(Collected data)
⁂

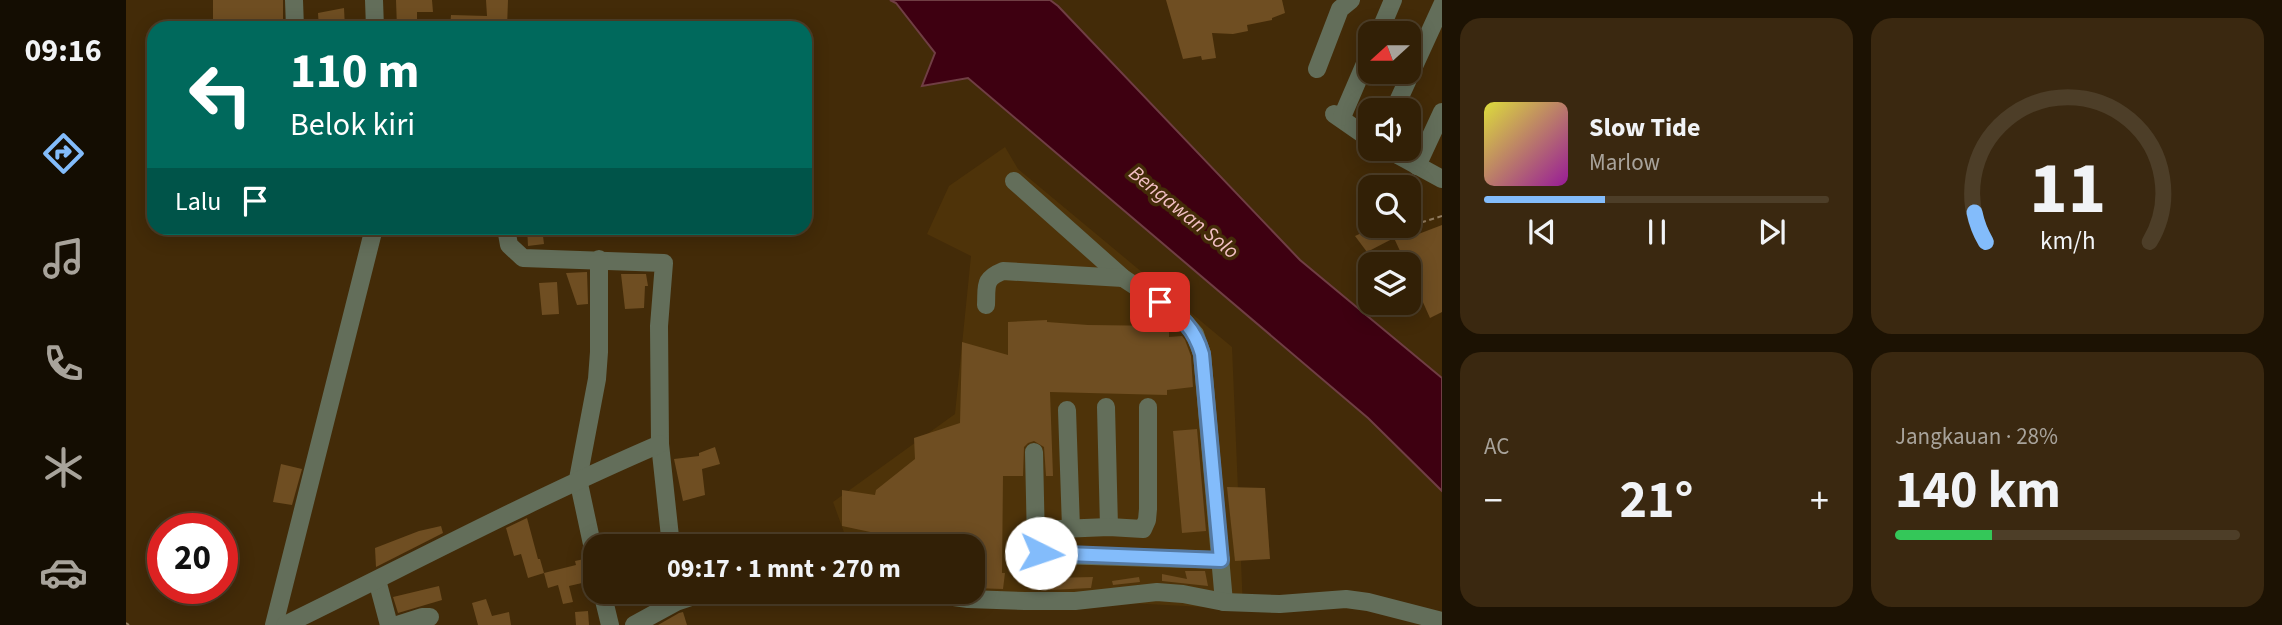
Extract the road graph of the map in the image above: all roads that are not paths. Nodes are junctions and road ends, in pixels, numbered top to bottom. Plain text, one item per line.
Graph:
1 (294, 0) edge
2 (373, 0) edge
3 (1351, 0) edge
4 (1393, 0) edge
5 (1440, 0) edge
6 (1442, 6) edge
7 (295, 21) edge
8 (374, 21) edge
9 (1383, 21) edge
10 (1317, 69) dead end
11 (1358, 76) edge
12 (1400, 98) edge
13 (1442, 112) edge
14 (1358, 132) edge
15 (1409, 161) edge
16 (1430, 172) edge
17 (1014, 181) dead end
18 (372, 235) edge
19 (507, 235) edge
20 (599, 259) junction
21 (1123, 278) junction
22 (986, 305) dead end
23 (1106, 407) dead end
24 (1148, 407) dead end
25 (1068, 410) dead end
26 (660, 444) junction
27 (1034, 452) dead end
28 (578, 479) junction
29 (1109, 527) junction
30 (1071, 528) junction
31 (1036, 530) junction
32 (590, 534) edge
33 (670, 534) edge
34 (1221, 560) junction
35 (377, 580) junction
36 (985, 600) edge
37 (1224, 602) junction
38 (605, 604) edge
39 (666, 604) edge
40 (430, 617) dead end
41 (1442, 621) edge
42 (639, 624) edge
43 (274, 625) edge
44 (285, 625) edge
45 (389, 625) edge
46 (397, 625) edge
47 (610, 625) edge

1 - 7 street
2 - 8 street
3 - 10 street
4 - 9 street
5 - 6 street
6 - 12 street
11 - 14 street
13 - 16 street
15 - 16 street
17 - 21 street
18 - 43 street
19 - 20 street
20 - 26 street
20 - 28 street
21 - 22 street
21 - 34 street
23 - 29 street
24 - 29 street
25 - 30 street
26 - 28 street
26 - 33 street
27 - 31 street
28 - 32 street
28 - 35 street
29 - 30 street
30 - 31 street
31 - 34 street
34 - 37 street
35 - 44 street
35 - 45 street
36 - 37 street
37 - 41 street
38 - 47 street
39 - 42 street
40 - 46 street

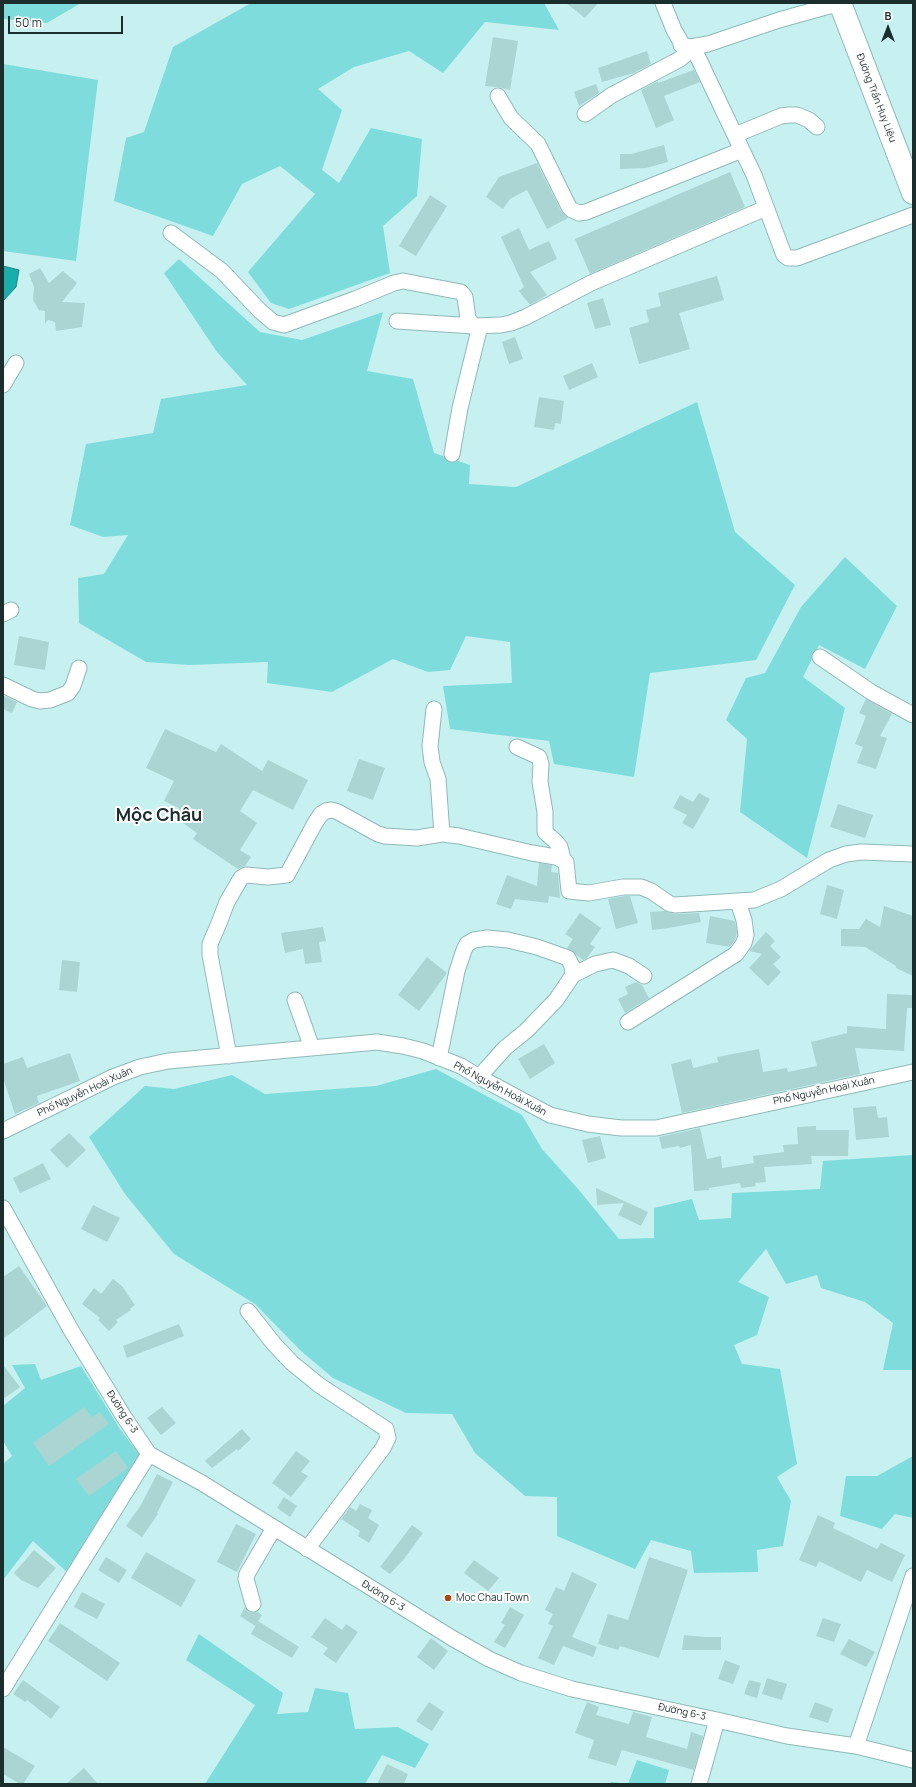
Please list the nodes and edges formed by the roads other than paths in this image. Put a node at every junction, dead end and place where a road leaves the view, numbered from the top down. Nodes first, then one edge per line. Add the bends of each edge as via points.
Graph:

⁂

§ **PROBLEM DETAILS**
What is needed is a word-for-word transcription of all the entries, with the pictures dropped.

§ **SOLUTION TO THE EXERCISE**
Extract the road graph of the map in the image above: all roads that are not paths. Nodes are junctions and road ends, in pixels, numbered top to bottom. Plain text, one item per line.
Graph:
1 (294, 0) edge
2 (373, 0) edge
3 (1351, 0) edge
4 (1393, 0) edge
5 (1440, 0) edge
6 (1442, 6) edge
7 (295, 21) edge
8 (374, 21) edge
9 (1383, 21) edge
10 (1317, 69) dead end
11 (1358, 76) edge
12 (1400, 98) edge
13 (1442, 112) edge
14 (1358, 132) edge
15 (1409, 161) edge
16 (1430, 172) edge
17 (1014, 181) dead end
18 (372, 235) edge
19 (507, 235) edge
20 (599, 259) junction
21 (1123, 278) junction
22 (986, 305) dead end
23 (1106, 407) dead end
24 (1148, 407) dead end
25 (1068, 410) dead end
26 (660, 444) junction
27 (1034, 452) dead end
28 (578, 479) junction
29 (1109, 527) junction
30 (1071, 528) junction
31 (1036, 530) junction
32 (590, 534) edge
33 (670, 534) edge
34 (1221, 560) junction
35 (377, 580) junction
36 (985, 600) edge
37 (1224, 602) junction
38 (605, 604) edge
39 (666, 604) edge
40 (430, 617) dead end
41 (1442, 621) edge
42 (639, 624) edge
43 (274, 625) edge
44 (285, 625) edge
45 (389, 625) edge
46 (397, 625) edge
47 (610, 625) edge

1 - 7 street
2 - 8 street
3 - 10 street
4 - 9 street
5 - 6 street
6 - 12 street
11 - 14 street
13 - 16 street
15 - 16 street
17 - 21 street
18 - 43 street
19 - 20 street
20 - 26 street
20 - 28 street
21 - 22 street
21 - 34 street
23 - 29 street
24 - 29 street
25 - 30 street
26 - 28 street
26 - 33 street
27 - 31 street
28 - 32 street
28 - 35 street
29 - 30 street
30 - 31 street
31 - 34 street
34 - 37 street
35 - 44 street
35 - 45 street
36 - 37 street
37 - 41 street
38 - 47 street
39 - 42 street
40 - 46 street

Please list the nodes and edges formed by the roads other than paths in this image. Put a node at every junction, dead end and place where a road leaves the view, numbered from the top down. Nodes first, then one edge per line. Add the bends of each edge as via points.
Graph:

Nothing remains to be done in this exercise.